H.Pylori Antigen Rapid Test kit(Colloidal Gold)
SUMMARY AND EXPLANATION THE TEST
Helicobacter pylori is associated with a variety of gastrointestinal diseases including non-ulcer dyspepsia, duodenal and gastric ulcers and active, chronic gastritis. The prevalence of H. pylori infection could exceed 90% in patients with signs and symptoms of gastrointestinal diseases. Recent studies indicate an association of H. pylori infection with stomach cancer.

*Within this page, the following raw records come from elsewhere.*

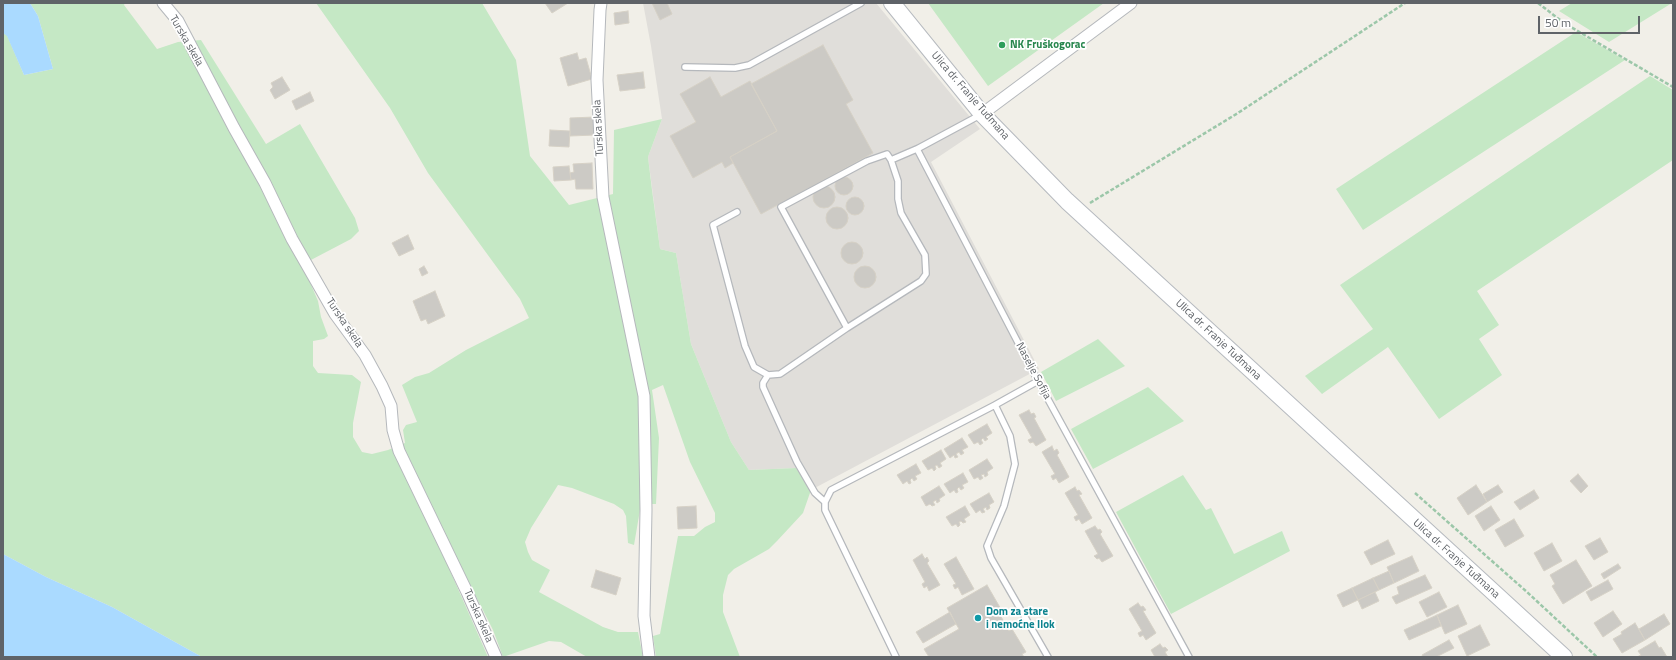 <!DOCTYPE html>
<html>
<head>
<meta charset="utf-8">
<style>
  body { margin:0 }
  #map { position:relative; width:1676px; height:660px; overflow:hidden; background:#f1efe8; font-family:"Titillium Web",sans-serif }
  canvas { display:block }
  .frame { position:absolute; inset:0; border:4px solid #5f6368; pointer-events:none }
  .scale { position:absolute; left:1538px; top:16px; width:102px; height:18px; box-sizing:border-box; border:2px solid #5f6368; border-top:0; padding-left:5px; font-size:12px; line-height:14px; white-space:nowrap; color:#5f6368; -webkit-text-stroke:3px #fff; paint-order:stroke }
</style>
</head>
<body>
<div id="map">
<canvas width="1676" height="660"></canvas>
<div class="frame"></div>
<div class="scale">50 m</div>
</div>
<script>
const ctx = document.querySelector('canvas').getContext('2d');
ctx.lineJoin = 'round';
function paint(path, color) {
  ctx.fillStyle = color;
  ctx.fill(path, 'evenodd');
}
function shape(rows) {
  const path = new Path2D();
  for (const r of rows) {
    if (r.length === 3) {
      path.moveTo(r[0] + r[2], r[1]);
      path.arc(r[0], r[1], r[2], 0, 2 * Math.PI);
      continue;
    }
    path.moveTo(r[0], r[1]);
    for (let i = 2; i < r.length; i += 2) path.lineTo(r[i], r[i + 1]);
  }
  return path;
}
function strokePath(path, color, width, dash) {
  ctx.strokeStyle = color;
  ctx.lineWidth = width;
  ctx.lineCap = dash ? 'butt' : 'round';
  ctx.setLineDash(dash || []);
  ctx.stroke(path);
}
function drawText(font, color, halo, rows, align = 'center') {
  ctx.font = font + ' "Titillium Web",sans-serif';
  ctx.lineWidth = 3.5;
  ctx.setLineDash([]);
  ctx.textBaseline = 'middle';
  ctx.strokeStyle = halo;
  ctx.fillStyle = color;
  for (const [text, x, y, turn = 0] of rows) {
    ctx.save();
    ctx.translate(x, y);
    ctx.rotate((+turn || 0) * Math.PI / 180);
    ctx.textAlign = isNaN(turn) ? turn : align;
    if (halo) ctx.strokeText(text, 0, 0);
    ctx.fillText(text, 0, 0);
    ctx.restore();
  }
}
paint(shape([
  [643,3,876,3,980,129,931,162,1039,369,811,490,796,468,749,470,731,442,691,344,676,253,660,249,648,157,662,119,651,46]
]), '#e0deda');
paint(shape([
  [30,3,125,3,124,5,157,49,178,42,201,40,266,144,300,124,355,218,359,231,351,239,309,261,306,273,318,301,321,317,328,336,324,339,313,341,313,366,318,373,352,375,361,382,353,423,353,437,362,452,372,454,388,450,405,443,403,430,406,425,417,422,402,385,415,377,429,373,466,350,529,318,520,299,428,173,390,108,316,3,482,3,516,60,530,156,569,205,613,194,614,130,662,119,648,157,652,190,660,249,676,253,691,344,731,442,749,470,796,468,811,490,803,513,777,541,769,549,734,569,728,575,723,595,723,612,740,657,656,657,653,636,660,634,678,536,694,536,705,527,715,522,715,513,690,462,663,385,652,390,659,438,656,504,641,504,634,545,628,543,626,516,623,510,614,504,572,488,558,485,531,528,525,542,528,552,532,560,550,570,539,592,603,627,618,632,638,632,643,657,587,657,561,642,549,641,503,657,493,630,408,462,404,466,488,657,202,657,112,607,46,577,3,554,3,33,7,35,24,75,53,69,38,16],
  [928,3,1104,3,988,86],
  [1572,3,1672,3,1609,42,1559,11],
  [1576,32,1625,60,1363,230,1336,189],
  [1650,76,1673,90,1673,160,1477,291,1499,325,1479,339,1502,375,1439,419,1388,347,1322,394,1305,376,1373,329,1340,285],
  [1098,339,1125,366,1056,401,1041,372],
  [1148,387,1184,421,1093,469,1071,429],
  [1183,475,1206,510,1211,508,1234,554,1282,531,1290,551,1171,614,1116,512]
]), '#c5e8c5');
paint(shape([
  [3,3,30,3,38,16,53,69,24,75,7,36,3,33],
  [3,554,46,577,112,607,202,657,3,657]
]), '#aadaff');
const building = shape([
  [545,3,568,3,552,13,545,3],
  [652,3,667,3,672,14,660,20,652,3],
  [628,11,629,23,615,25,614,13,628,11],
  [823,45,853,100,846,104,873,153,761,214,730,157,777,131,751,84,823,45],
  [577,53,579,60,586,58,592,79,568,86,560,58,577,53],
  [643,72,645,88,620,91,617,75,643,72],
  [282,77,290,90,275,99,270,90,273,87,271,83,282,77],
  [710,77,721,97,750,81,777,131,730,157,733,163,725,168,722,162,693,178,670,136,696,122,680,94,710,77],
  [310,92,314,101,296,110,292,101,310,92],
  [595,117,595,135,570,136,570,118,595,117],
  [550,130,570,131,569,147,549,146,550,130],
  [592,163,593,189,576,189,575,179,571,180,570,173,574,172,573,164,592,163],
  [569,166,571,180,554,181,553,167,569,166],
  [844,186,9],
  [824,197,11],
  [855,206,9],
  [837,218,11],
  [408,235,414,249,399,256,392,243,408,235],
  [852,253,11],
  [424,266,428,273,422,276,419,269,424,266],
  [865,277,11],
  [435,291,445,316,428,324,426,319,421,321,413,301,435,291],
  [1029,410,1031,414,1034,413,1036,417,1034,418,1046,440,1036,446,1033,442,1030,443,1028,440,1032,438,1019,415,1029,410],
  [987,424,992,433,986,437,988,439,985,441,983,438,981,440,983,443,980,445,978,442,974,444,968,435,987,424],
  [962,438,968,447,962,450,964,453,961,455,959,452,956,454,958,457,955,458,954,455,950,458,944,449,962,438],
  [1052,446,1054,451,1057,449,1059,453,1057,455,1069,477,1059,483,1056,478,1053,480,1051,476,1055,474,1042,452,1052,446],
  [941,450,946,459,940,463,942,466,939,468,937,465,935,466,936,469,934,471,932,468,928,470,922,461,941,450],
  [987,459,993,468,987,472,988,475,985,477,984,474,981,475,983,478,980,480,978,477,974,479,969,470,987,459],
  [916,464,921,473,915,476,917,479,914,481,912,478,910,480,911,483,909,484,907,481,903,484,897,475,916,464],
  [963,473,968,482,962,485,964,488,961,490,959,487,957,489,958,492,956,493,954,490,950,493,944,484,963,473],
  [1578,474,1588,486,1581,493,1570,481,1578,474],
  [1476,485,1487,502,1468,515,1457,498,1476,485],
  [1498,485,1503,492,1487,502,1483,494,1498,485],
  [939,486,945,495,939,499,940,501,937,503,936,500,933,502,935,505,932,506,930,504,926,506,921,497,939,486],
  [1075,487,1077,491,1079,490,1082,494,1079,495,1092,518,1082,524,1079,519,1076,521,1074,517,1078,515,1065,493,1075,487],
  [1534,490,1539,498,1520,510,1514,502,1534,490],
  [989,493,994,502,989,505,990,508,987,510,986,507,983,509,985,512,982,513,980,510,976,513,970,504,989,493],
  [696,506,697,528,678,529,677,507,696,506],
  [965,506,970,515,964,519,966,522,963,523,961,521,959,522,960,525,958,527,956,524,952,526,946,517,965,506],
  [1491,506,1500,520,1484,531,1475,516,1491,506],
  [1514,519,1524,536,1505,547,1495,530,1514,519],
  [1095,526,1098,530,1100,529,1102,532,1100,534,1113,556,1102,562,1099,558,1097,559,1094,556,1098,554,1085,531,1095,526],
  [1600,538,1608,552,1594,560,1585,546,1600,538],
  [1388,540,1395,554,1371,565,1364,552,1388,540],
  [1552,543,1562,561,1544,571,1534,553,1552,543],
  [922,554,925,559,927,557,929,561,927,563,940,585,929,591,927,586,924,588,922,584,925,582,913,560,922,554],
  [1412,556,1419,571,1394,583,1387,567,1412,556],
  [956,557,974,589,962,595,958,587,955,589,953,585,956,584,944,564,956,557],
  [1576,560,1592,586,1563,604,1552,586,1555,584,1550,575,1576,560],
  [1618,564,1621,568,1604,579,1601,574,1618,564],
  [596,570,621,578,616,595,591,587,596,570],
  [1389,571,1394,583,1379,590,1373,578,1389,571],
  [1425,575,1432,588,1396,604,1392,597,1399,594,1397,587,1425,575],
  [1373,578,1379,590,1358,600,1352,588,1373,578],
  [1608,580,1613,589,1591,601,1586,592,1608,580],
  [987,585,1002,611,999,613,1009,631,1012,629,1026,652,1022,654,1024,657,929,657,924,649,959,629,947,608,987,585],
  [1352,588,1358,600,1343,607,1337,595,1352,588],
  [1375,592,1379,601,1362,609,1358,600,1375,592],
  [1439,592,1447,607,1427,617,1419,602,1439,592],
  [1138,603,1141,607,1143,606,1146,610,1143,611,1156,633,1146,640,1143,635,1140,637,1138,633,1142,631,1129,609,1138,603],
  [1458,605,1467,624,1445,634,1437,615,1458,605],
  [1613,611,1622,624,1603,637,1594,623,1613,611],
  [950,612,956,624,923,643,916,632,950,612],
  [1664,614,1670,624,1645,640,1639,629,1664,614],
  [1437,615,1441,626,1409,640,1404,630,1437,615],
  [1635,623,1645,640,1622,653,1613,639,1622,634,1621,632,1635,623],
  [1480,625,1490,645,1467,656,1458,636,1480,625],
  [1449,640,1454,648,1436,657,1423,657,1422,655,1449,640],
  [1655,641,1659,648,1661,647,1667,657,1637,657,1641,655,1638,651,1655,641],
  [1160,644,1163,648,1165,647,1168,650,1165,652,1168,657,1155,657,1151,650,1160,644]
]);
paint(building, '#cccac5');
strokePath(building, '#d6d1c6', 1);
const service = shape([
  [685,67,735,68,749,65,861,3],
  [982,114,917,149,1038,381,1189,657],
  [737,212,713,225,745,346,754,367,768,375,780,374,847,328,781,207,867,161,887,154,891,160,919,148],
  [847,328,921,281,926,274,925,255,901,213,898,199,898,181,891,160],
  [768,375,763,383,763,387,797,462,815,493,825,502],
  [995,405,1038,381],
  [896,657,825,510,825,502,831,490,995,405,1010,436,1015,464,1004,506,987,546,991,558,1048,657]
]);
const minor = shape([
  [163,3,178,21,234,128,265,183,292,239,335,314,365,355,382,386,391,406,393,430,399,451,467,592,496,657],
  [601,3,600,10,597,80,603,197,644,396,646,510,644,616,649,657],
  [982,114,1131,3]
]);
const secondary = shape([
  [892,3,982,114,1067,201,1564,657]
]);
strokePath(service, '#b5b8bc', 8);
strokePath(minor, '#b5b8bc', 13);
strokePath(secondary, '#b6babf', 18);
strokePath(shape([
  [1538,3,1564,23,1673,87],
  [1090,203,1238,113,1405,3],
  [1415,493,1527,592,1597,657]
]), '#9cc7a9', 2.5, [4, 2]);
strokePath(service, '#fff', 5.5);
strokePath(minor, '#fff', 11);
strokePath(secondary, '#fff', 16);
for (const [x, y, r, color] of [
  [1002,45,4,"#2e9e5b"],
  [978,618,4,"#0f9aa8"]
]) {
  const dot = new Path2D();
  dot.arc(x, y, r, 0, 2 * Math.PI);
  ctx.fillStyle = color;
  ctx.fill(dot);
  strokePath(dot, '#fff', 1.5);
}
drawText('11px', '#5f6368', '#fff', [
  ["Turska skela",186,41,60],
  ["Ulica dr. Franje Tuđmana",970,96,49],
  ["Turska skela",599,128,-93],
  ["Turska skela",344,323,56],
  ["Ulica dr. Franje Tuđmana",1218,340,43],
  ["Naselje Sofija",1033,371,62],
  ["Ulica dr. Franje Tuđmana",1456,559,42],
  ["Turska skela",478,616,66]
]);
drawText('bold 11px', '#27864d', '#fff', [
  ["NK Fruškogorac",1010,45]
], 'left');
drawText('bold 11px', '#0d838f', '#fff', [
  ["Dom za stare",986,612],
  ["i nemoćne Ilok",986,625]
], 'left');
</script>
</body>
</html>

pylori can be transmitted through the ingestion of food or water that is tainted with fecal matter. Antibiotics in combination with bismuth compounds have been shown to be effective in treating active H. Pylori infection..H. pylori infection is currently detected by invasive testing methods based on endoscopy and biopsy (i.e. histology, culture) or non-invasive testing methods such as urea breath test (UBT), serologic antibody test and stool antigen test. UBT requires expensive lab equipment and consumption of a radioactive reagent. Serologic antibody tests do not distinguish between currently active infections and past exposures or infections that have been cured. The stool antigen test detects antigen present in the feces, which indicates an active H. pylori infection. It can also be used to monitor the effectiveness of treatment and the recurrence of an infection.The H. pylori Ag Rapid Test uses a colloidal gold conjugated monoclonal anti-H. pylori antibody and another monoclonal anti-H. pylori antibody to specifically detect H. pylori antigen present in the fecal specimen of an infected patient. The test is user friendly, accurate, and the result is available within 15 minutes.

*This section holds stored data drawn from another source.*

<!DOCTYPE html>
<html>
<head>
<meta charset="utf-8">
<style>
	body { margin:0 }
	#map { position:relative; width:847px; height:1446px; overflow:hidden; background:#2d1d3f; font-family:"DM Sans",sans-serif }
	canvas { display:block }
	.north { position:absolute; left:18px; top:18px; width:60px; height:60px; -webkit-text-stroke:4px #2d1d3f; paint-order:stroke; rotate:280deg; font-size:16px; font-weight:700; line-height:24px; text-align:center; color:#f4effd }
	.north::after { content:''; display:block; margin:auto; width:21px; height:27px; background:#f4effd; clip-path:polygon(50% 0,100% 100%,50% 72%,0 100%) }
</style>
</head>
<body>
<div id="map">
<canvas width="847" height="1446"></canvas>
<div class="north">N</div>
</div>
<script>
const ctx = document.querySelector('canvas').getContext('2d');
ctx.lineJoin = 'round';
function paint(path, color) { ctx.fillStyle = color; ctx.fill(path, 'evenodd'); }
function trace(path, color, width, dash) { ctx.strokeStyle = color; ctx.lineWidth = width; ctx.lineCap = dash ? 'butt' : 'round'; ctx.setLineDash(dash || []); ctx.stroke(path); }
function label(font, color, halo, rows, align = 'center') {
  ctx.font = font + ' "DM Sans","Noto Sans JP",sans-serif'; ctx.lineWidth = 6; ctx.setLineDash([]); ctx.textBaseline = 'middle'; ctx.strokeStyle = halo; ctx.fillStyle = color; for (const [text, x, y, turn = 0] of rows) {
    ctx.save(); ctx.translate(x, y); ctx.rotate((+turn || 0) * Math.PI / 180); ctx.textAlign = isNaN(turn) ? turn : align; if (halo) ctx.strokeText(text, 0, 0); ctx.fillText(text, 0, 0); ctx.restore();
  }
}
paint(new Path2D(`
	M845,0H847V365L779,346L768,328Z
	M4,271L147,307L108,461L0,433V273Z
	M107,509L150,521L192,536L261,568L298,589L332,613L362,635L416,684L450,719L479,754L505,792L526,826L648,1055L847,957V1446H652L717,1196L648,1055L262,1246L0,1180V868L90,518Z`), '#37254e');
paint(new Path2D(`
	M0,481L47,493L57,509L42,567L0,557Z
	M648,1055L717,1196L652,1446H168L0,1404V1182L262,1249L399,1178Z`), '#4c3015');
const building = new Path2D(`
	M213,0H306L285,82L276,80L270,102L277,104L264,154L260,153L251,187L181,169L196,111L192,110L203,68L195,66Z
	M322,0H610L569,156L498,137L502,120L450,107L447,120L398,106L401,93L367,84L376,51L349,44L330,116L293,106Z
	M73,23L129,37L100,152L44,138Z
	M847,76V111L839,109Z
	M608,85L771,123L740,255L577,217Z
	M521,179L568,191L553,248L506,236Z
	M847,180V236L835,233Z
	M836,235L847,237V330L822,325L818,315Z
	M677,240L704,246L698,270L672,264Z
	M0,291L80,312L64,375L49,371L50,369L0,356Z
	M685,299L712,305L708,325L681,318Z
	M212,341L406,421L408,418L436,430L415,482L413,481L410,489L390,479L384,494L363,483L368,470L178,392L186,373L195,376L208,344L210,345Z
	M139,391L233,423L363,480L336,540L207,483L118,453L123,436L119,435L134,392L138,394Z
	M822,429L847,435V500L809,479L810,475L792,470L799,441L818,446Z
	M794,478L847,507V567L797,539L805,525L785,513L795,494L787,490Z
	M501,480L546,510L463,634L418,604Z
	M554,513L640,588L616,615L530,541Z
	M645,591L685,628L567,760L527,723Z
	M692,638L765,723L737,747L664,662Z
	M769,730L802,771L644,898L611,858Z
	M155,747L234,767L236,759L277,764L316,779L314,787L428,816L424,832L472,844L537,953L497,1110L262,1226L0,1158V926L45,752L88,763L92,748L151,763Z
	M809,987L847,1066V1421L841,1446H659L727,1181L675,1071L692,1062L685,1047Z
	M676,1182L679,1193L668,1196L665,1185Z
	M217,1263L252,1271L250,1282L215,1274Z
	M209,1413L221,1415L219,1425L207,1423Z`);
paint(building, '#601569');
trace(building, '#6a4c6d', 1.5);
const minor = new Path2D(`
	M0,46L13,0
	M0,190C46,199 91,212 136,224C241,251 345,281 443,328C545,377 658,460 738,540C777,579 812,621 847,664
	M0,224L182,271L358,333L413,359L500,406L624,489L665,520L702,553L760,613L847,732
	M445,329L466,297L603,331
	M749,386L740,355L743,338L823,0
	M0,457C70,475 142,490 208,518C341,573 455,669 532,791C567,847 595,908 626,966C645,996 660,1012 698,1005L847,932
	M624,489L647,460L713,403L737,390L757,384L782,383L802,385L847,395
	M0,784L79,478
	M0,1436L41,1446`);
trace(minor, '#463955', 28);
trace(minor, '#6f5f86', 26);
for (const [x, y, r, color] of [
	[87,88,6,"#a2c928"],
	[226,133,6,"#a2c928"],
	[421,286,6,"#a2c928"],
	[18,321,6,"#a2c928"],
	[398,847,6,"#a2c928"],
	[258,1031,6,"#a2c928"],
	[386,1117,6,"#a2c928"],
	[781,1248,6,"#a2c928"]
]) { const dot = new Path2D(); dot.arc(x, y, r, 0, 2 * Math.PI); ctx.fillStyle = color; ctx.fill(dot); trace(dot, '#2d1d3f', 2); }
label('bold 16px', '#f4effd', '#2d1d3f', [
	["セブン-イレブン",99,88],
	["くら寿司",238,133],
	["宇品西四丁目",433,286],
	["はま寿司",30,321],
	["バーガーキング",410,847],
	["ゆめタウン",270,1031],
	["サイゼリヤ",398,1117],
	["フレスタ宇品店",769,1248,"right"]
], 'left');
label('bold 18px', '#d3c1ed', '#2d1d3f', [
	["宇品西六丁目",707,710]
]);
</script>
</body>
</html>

The H. pylori Ag Rapid Test is a sandwich lateral flow chromatographic immunoassay. The test strip consists of: 1) a burgundy colored conjugate pad containing monoclonal anti-H. pylori antibody conjugated with colloidal gold (anti-H.p. conjugates) and 2) a nitrocellulose membrane strip containing a test line (T line) and a control line (C line). The T line is pre- coated with another monoclonal anti-H. pylori antibody, and the C line is pre-coated with goat anti-mouse IgG antibody.
When an adequate volume of extracted fecal specimen is dispensed into the sample well of the test cassette, the specimen migrates by capillary action across the cassette. H. pylori antigens, if present in the specimen, will bind to the anti-H.p. conjugates.The immunocomplex is then captured on the membrane by the pre-coated antibody forming a burgundy colored T line, indicating an H. pylori positive test result. Absence of the T line suggests that the concentration of H. pylori antigens in the specimen is below the detectable level, indicating an H. pylori negative test result.The test contains an internal control (C line) which should exhibit a burgundy colored line of the immunocomplex of goat anti-mouse IgG/mouse IgG-gold conjugate regardless of the color development on the T line. If the C line does not develop, the test result is invalid and the specimen must be retested with another device.